■ **Record set**
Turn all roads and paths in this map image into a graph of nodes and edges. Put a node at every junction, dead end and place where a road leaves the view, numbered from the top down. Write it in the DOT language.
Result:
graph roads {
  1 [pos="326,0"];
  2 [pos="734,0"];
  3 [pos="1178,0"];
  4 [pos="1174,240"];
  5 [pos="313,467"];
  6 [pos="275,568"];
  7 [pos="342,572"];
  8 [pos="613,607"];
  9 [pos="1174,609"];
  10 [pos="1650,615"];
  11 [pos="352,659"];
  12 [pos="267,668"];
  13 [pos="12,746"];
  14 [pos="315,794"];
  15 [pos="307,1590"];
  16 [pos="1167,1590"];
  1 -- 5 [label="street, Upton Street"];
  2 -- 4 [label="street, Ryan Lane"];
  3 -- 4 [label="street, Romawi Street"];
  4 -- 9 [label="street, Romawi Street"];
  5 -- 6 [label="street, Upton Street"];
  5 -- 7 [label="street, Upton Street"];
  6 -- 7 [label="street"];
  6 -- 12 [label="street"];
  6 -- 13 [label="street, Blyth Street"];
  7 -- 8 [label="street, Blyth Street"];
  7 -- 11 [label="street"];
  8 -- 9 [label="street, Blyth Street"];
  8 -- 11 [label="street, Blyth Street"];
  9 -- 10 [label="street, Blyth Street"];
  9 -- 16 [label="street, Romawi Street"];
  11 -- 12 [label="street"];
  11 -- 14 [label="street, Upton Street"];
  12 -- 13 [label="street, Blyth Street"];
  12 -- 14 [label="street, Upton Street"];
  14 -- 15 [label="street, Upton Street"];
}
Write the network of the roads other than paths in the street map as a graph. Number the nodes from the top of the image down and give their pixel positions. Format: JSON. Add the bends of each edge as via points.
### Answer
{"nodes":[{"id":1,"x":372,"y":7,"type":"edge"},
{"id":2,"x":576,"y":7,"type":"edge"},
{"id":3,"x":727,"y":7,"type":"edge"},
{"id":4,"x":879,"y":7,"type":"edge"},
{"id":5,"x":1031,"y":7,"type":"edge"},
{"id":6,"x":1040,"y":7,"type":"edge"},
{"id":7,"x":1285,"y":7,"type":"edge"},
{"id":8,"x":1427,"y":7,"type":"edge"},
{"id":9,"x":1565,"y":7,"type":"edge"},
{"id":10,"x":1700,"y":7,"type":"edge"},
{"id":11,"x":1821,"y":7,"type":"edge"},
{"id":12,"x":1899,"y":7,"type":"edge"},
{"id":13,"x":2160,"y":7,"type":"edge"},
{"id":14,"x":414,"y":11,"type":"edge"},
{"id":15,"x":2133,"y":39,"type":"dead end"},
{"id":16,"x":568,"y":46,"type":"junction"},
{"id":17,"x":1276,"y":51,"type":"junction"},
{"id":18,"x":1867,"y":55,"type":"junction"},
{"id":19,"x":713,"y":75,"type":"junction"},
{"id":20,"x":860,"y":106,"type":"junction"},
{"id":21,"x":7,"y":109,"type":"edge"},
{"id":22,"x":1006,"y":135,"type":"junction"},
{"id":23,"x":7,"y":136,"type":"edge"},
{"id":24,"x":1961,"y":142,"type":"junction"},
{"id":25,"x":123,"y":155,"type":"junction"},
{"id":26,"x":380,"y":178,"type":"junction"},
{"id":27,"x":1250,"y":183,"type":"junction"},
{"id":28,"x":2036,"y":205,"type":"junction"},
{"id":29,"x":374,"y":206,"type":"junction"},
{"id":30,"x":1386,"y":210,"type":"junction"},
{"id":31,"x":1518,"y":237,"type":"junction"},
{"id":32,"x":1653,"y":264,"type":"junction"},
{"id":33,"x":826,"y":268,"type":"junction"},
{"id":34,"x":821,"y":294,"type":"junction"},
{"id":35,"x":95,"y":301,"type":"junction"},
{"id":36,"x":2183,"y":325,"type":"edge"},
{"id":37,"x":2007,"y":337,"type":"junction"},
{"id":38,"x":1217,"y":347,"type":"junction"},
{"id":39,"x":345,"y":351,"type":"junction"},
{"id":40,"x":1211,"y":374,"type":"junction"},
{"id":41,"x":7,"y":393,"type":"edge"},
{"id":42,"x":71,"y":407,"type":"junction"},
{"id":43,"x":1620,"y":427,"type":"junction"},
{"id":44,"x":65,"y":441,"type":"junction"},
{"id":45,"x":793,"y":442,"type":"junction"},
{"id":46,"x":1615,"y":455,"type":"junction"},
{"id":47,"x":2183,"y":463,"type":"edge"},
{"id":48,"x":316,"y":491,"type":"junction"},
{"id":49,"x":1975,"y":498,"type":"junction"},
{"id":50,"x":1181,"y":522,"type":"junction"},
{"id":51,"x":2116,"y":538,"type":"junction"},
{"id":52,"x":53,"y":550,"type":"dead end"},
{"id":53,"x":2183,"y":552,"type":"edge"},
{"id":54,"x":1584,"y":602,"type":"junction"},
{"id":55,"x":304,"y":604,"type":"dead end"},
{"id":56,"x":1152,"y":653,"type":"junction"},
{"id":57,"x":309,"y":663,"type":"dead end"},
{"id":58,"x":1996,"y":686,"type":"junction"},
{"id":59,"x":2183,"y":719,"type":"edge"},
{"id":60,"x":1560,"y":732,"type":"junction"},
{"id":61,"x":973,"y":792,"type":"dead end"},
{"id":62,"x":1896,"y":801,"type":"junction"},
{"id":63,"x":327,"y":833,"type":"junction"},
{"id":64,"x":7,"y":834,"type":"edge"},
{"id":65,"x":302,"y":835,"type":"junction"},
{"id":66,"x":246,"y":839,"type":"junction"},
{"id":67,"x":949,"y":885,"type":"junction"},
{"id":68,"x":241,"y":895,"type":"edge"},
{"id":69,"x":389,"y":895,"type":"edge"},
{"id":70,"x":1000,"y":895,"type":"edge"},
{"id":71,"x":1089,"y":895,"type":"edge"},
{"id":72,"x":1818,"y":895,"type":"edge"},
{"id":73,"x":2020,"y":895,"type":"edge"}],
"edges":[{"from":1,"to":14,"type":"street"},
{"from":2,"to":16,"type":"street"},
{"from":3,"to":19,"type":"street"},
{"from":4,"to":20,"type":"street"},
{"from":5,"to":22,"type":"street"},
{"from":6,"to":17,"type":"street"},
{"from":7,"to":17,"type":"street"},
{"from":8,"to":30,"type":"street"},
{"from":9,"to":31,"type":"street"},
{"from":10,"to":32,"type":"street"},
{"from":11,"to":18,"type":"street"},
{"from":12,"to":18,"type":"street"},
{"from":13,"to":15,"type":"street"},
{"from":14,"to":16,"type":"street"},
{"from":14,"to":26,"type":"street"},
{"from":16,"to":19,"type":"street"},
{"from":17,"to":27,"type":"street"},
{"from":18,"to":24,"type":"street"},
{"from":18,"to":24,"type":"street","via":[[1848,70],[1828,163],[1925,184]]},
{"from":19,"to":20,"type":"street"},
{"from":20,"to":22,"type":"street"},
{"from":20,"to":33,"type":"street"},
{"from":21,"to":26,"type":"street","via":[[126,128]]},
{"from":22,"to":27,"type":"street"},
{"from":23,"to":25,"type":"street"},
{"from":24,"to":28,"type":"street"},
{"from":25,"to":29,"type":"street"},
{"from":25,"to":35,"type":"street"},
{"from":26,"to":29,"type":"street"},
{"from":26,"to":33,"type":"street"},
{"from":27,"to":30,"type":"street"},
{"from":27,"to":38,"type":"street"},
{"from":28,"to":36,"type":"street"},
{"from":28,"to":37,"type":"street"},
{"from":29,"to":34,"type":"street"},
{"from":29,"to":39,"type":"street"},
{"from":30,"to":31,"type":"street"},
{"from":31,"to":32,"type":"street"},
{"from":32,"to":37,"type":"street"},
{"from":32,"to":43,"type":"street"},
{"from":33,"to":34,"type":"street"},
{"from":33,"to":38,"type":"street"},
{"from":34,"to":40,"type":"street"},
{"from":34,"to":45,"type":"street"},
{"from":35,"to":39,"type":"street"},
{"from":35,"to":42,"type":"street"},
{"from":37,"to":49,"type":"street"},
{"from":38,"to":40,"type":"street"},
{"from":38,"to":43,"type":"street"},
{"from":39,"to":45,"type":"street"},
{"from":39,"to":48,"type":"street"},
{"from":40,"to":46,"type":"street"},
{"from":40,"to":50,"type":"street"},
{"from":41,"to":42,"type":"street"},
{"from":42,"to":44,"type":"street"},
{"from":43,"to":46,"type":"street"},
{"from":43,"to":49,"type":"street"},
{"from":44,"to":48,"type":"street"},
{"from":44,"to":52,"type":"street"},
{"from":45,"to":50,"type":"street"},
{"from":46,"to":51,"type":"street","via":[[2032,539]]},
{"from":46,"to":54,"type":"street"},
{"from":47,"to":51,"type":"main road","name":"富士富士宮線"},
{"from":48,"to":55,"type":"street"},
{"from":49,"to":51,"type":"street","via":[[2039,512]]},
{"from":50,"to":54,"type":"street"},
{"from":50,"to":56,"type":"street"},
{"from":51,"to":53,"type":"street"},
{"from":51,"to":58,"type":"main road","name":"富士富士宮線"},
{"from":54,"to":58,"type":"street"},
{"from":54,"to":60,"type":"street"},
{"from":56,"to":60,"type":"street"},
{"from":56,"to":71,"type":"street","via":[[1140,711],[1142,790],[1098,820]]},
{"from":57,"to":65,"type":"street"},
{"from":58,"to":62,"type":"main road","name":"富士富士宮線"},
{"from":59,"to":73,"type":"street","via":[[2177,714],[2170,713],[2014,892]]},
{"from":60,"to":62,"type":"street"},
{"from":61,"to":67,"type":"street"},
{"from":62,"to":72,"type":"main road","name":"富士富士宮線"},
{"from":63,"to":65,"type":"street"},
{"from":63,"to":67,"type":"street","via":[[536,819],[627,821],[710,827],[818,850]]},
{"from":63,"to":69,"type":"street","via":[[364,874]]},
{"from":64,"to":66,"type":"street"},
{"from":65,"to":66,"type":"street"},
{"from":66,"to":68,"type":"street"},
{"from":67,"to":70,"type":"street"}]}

■ **Task goal**
Find each line in the material above that carries the string "down", and copy it.

■ **Result for this task**
Turn all roads and paths in this map image into a graph of nodes and edges. Put a node at every junction, dead end and place where a road leaves the view, numbered from the top down. Write it in the DOT language.
Write the network of the roads other than paths in the street map as a graph. Number the nodes from the top of the image down and give their pixel positions. Format: JSON. Add the bends of each edge as via points.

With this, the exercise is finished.